Para enfatizar esta disposición, Lula recordó en diferentes momentos la elección de José de Alencar, gran empresario y de un partido burgués, para ser su vicepresidente en las elecciones en las que fue elegido por primera vez, en 2002:
“Se puede construir un programa que involucre a sectores conservadores, por ejemplo, para la vacunación y ayuda de emergencia. En 2002, con José Alencar como mi vicepresidente, fue la primera vez que hicimos una alianza entre capital y trabajo”.
Lula intenta, una vez más, presentarse como alternativa a la burguesía ante el descontento con el gobierno de Bolsonaro. Busca retomar la alianza entre capital y trabajo, es decir, la conciliación de clases, que brindó grandes ganancias a la burguesía durante los gobiernos del PT, y ataques a los derechos y conquistas de los trabajadores, con privatizaciones, la retirada de los derechos a la seguridad social, la continuación del pago de la deuda pública fraudulenta a banqueros y especuladores, e incluso la aprobación de leyes que criminalizan las movilizaciones populares. Dilma fue destituida en 2016 no por defender a los trabajadores en medio de la crisis, sino por su incapacidad para conseguir que se aprobaran las medidas que quería en el Congreso Nacional: ajuste fiscal, retirada de derechos laborales y nuevos ataques a la seguridad social.

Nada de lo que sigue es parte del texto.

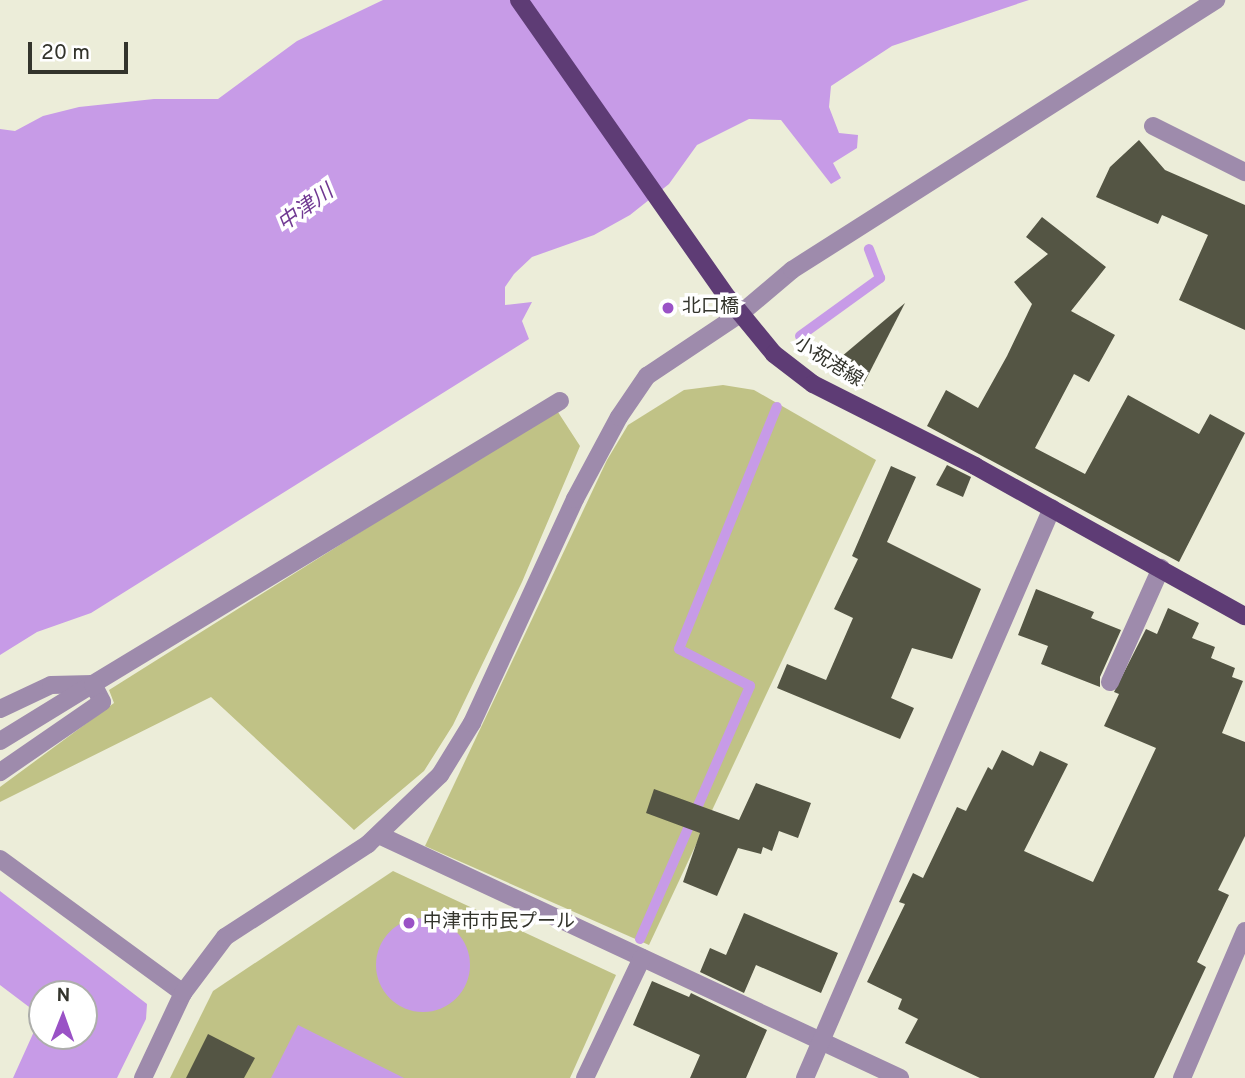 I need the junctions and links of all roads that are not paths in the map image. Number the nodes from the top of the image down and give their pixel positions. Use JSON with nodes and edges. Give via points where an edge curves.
{"nodes":[{"id":1,"x":519,"y":0,"type":"edge"},
{"id":2,"x":1216,"y":0,"type":"edge"},
{"id":3,"x":1153,"y":126,"type":"dead end"},
{"id":4,"x":1245,"y":172,"type":"edge"},
{"id":5,"x":740,"y":314,"type":"junction"},
{"id":6,"x":560,"y":401,"type":"dead end"},
{"id":7,"x":1052,"y":508,"type":"junction"},
{"id":8,"x":1161,"y":568,"type":"junction"},
{"id":9,"x":1245,"y":616,"type":"edge"},
{"id":10,"x":1110,"y":682,"type":"dead end"},
{"id":11,"x":93,"y":684,"type":"junction"},
{"id":12,"x":0,"y":709,"type":"edge"},
{"id":13,"x":0,"y":741,"type":"edge"},
{"id":14,"x":0,"y":772,"type":"edge"},
{"id":15,"x":379,"y":835,"type":"junction"},
{"id":16,"x":0,"y":859,"type":"edge"},
{"id":17,"x":1245,"y":931,"type":"edge"},
{"id":18,"x":642,"y":958,"type":"junction"},
{"id":19,"x":183,"y":993,"type":"junction"},
{"id":20,"x":819,"y":1043,"type":"junction"},
{"id":21,"x":143,"y":1078,"type":"edge"},
{"id":22,"x":585,"y":1078,"type":"edge"},
{"id":23,"x":804,"y":1078,"type":"edge"},
{"id":24,"x":900,"y":1078,"type":"edge"},
{"id":25,"x":1182,"y":1078,"type":"edge"}],
"edges":[{"from":1,"to":5,"type":"main road","name":"小祝港線"},
{"from":2,"to":5,"type":"street","via":[[792,270]]},
{"from":3,"to":4,"type":"street"},
{"from":5,"to":7,"type":"main road","name":"小祝港線","via":[[774,354],[813,384]]},
{"from":5,"to":15,"type":"street","via":[[662,364],[635,390],[576,499],[472,723],[440,775]]},
{"from":6,"to":11,"type":"street"},
{"from":7,"to":8,"type":"main road","name":"小祝港線"},
{"from":7,"to":20,"type":"street"},
{"from":8,"to":9,"type":"main road","name":"小祝港線"},
{"from":8,"to":10,"type":"street"},
{"from":11,"to":12,"type":"street","via":[[51,685]]},
{"from":11,"to":13,"type":"street"},
{"from":11,"to":14,"type":"street","via":[[102,702]]},
{"from":15,"to":18,"type":"street"},
{"from":15,"to":19,"type":"street","via":[[225,937]]},
{"from":16,"to":19,"type":"street"},
{"from":17,"to":25,"type":"street"},
{"from":18,"to":20,"type":"street"},
{"from":18,"to":22,"type":"street"},
{"from":19,"to":21,"type":"street"},
{"from":20,"to":23,"type":"street"},
{"from":20,"to":24,"type":"street"}]}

¡Abajo el gobierno de Bolsonaro!
Las direcciones de los partidos de izquierda y la mayoría de los sindicatos (PT, PCdoB, PSOL, CUT, etc.) han bloqueado la lucha para derrocar al gobierno con la movilización masiva e independiente de los trabajadores. Durante 2020 adoptaron la consigna “Fora Bolsonaro”, que Esquerda Marxista lanzó a principios de 2019 contra prácticamente todas las organizaciones y sus dirigentes, pero desvirtuaron su significado, afirmando que el “Fora Bolsonaro” podría ser su eslogan para elecciones de 2022, para las que posiblemente se aliarán con la burguesía, como desea Lula. Incluso el PSOL, partido que experimentó un relativo crecimiento electoral, se adapta cada vez más al sistema y ya se plantea no presentar una candidatura propia en las próximas elecciones para apoyar a Lula.
Ante la insuficiencia de las medidas del gobierno para proteger la vida de los trabajadores, la Central Única dos Trabalhadores (CUT), la mayor confederación sindical del país, y los sindicatos, deben convocar una huelga general para exigir el cierre patronal, el mantenimiento de salarios, vacunas para todos y la consigna “Fora Bolsonaro”. Pero los burócratas sindicales conciliadores no están dispuestos a organizar huelgas reales en sus sectores, e incluso boicotean las huelgas que ellos mismos aprueban. Esto, en la práctica, los convierte en cómplices de Bolsonaro y de la política asesina del gobierno en medio de la pandemia.
Pese al bloqueo de la dirección de los trabajadores, la crisis (el desempleo, la tragedia que afecta al país con más de 2000 muertes al día, el colapso del sistema de salud) ha profundizado la rabia en la base y ha provocado saltos en la conciencia de la juventud y los trabajadores. Brasil se encuentra en el centro de la convulsa situación internacional. No se puede descartar una explosión que arrolle a los dirigentes burocráticos y conciliadores, a Lula, a Bolsonaro y a los poderes podridos de la Nueva República.